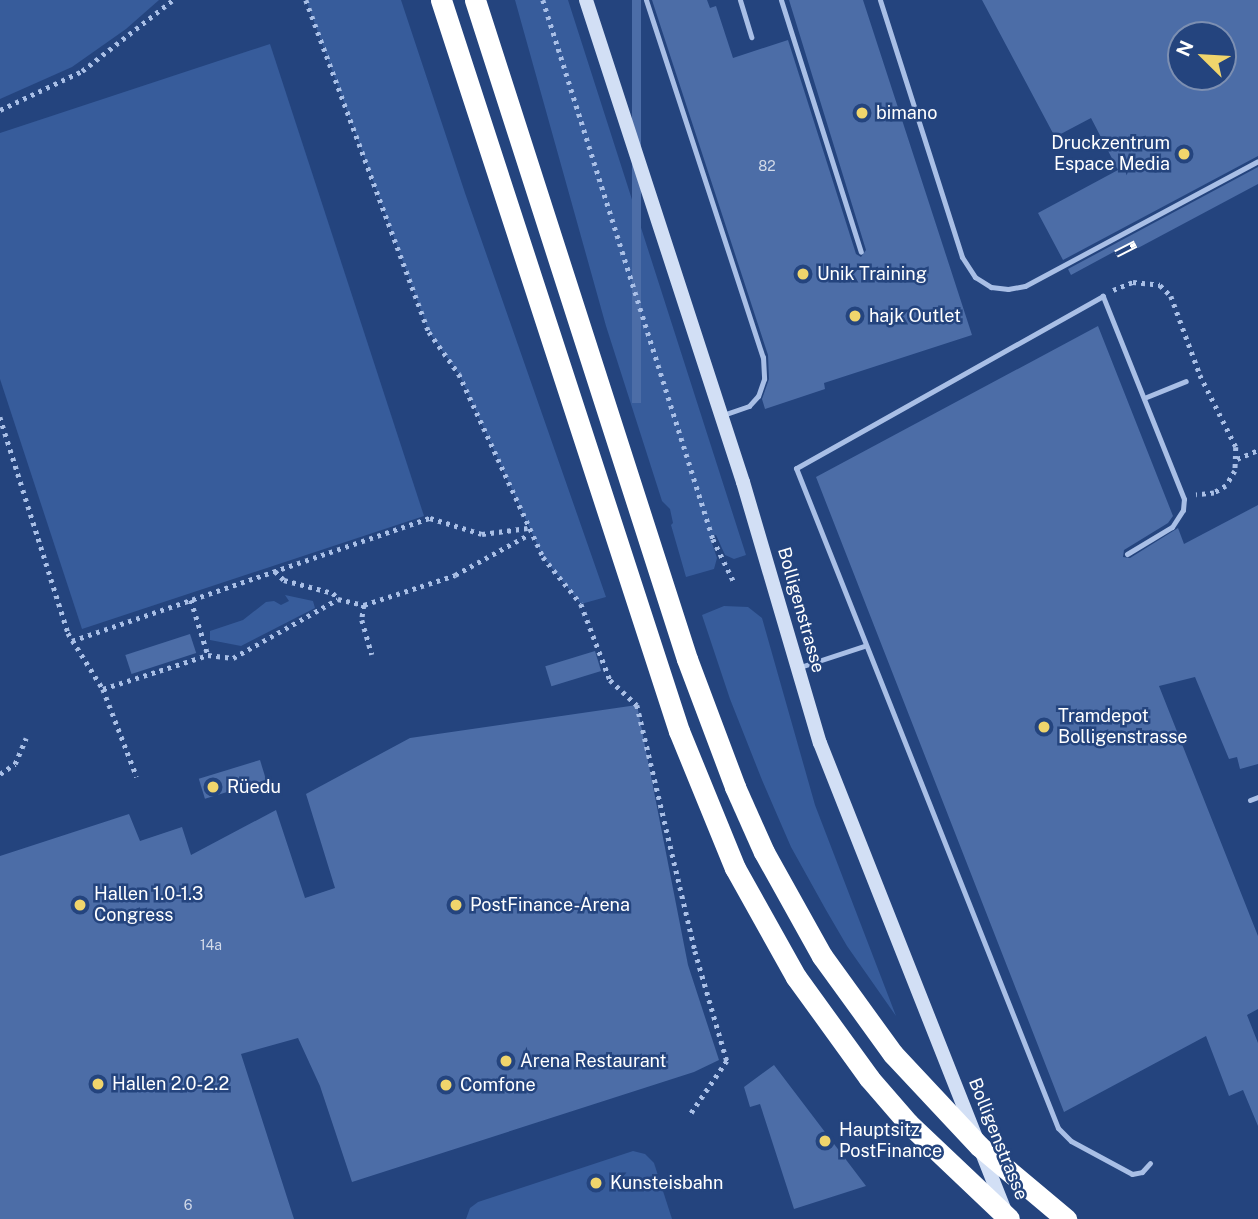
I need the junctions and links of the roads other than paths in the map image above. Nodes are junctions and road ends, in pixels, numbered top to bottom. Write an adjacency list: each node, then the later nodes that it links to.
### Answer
1 (441, 0): 20 (highway)
2 (475, 0): 21 (highway)
3 (586, 0): 13 (main road, Bolligenstrasse)
4 (646, 0): 13 (lane)
5 (740, 0): 8 (lane)
6 (780, 0): 10 (lane)
7 (880, 0): 9 (lane)
8 (751, 37)
9 (1258, 161)
10 (861, 252)
11 (1186, 381): 12 (lane)
12 (1144, 398): 14 (lane); 15 (lane)
13 (720, 416): 16 (main road, Bolligenstrasse)
14 (1127, 554)
15 (864, 646): 16 (lane); 19 (lane)
16 (797, 668): 20 (main road, Bolligenstrasse)
17 (1258, 797): 18 (lane)
18 (1250, 800)
19 (1150, 1163)
20 (1009, 1219)
21 (1066, 1219)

━━━

**EXERCISE BRIEF:** A verbatim retyping of the listing, without any pictures, is the expected answer.

**EXPECTED ANSWER:**
I need the junctions and links of the roads other than paths in the map image above. Nodes are junctions and road ends, in pixels, numbered top to bottom. Write an adjacency list: each node, then the later nodes that it links to.
### Answer
1 (441, 0): 20 (highway)
2 (475, 0): 21 (highway)
3 (586, 0): 13 (main road, Bolligenstrasse)
4 (646, 0): 13 (lane)
5 (740, 0): 8 (lane)
6 (780, 0): 10 (lane)
7 (880, 0): 9 (lane)
8 (751, 37)
9 (1258, 161)
10 (861, 252)
11 (1186, 381): 12 (lane)
12 (1144, 398): 14 (lane); 15 (lane)
13 (720, 416): 16 (main road, Bolligenstrasse)
14 (1127, 554)
15 (864, 646): 16 (lane); 19 (lane)
16 (797, 668): 20 (main road, Bolligenstrasse)
17 (1258, 797): 18 (lane)
18 (1250, 800)
19 (1150, 1163)
20 (1009, 1219)
21 (1066, 1219)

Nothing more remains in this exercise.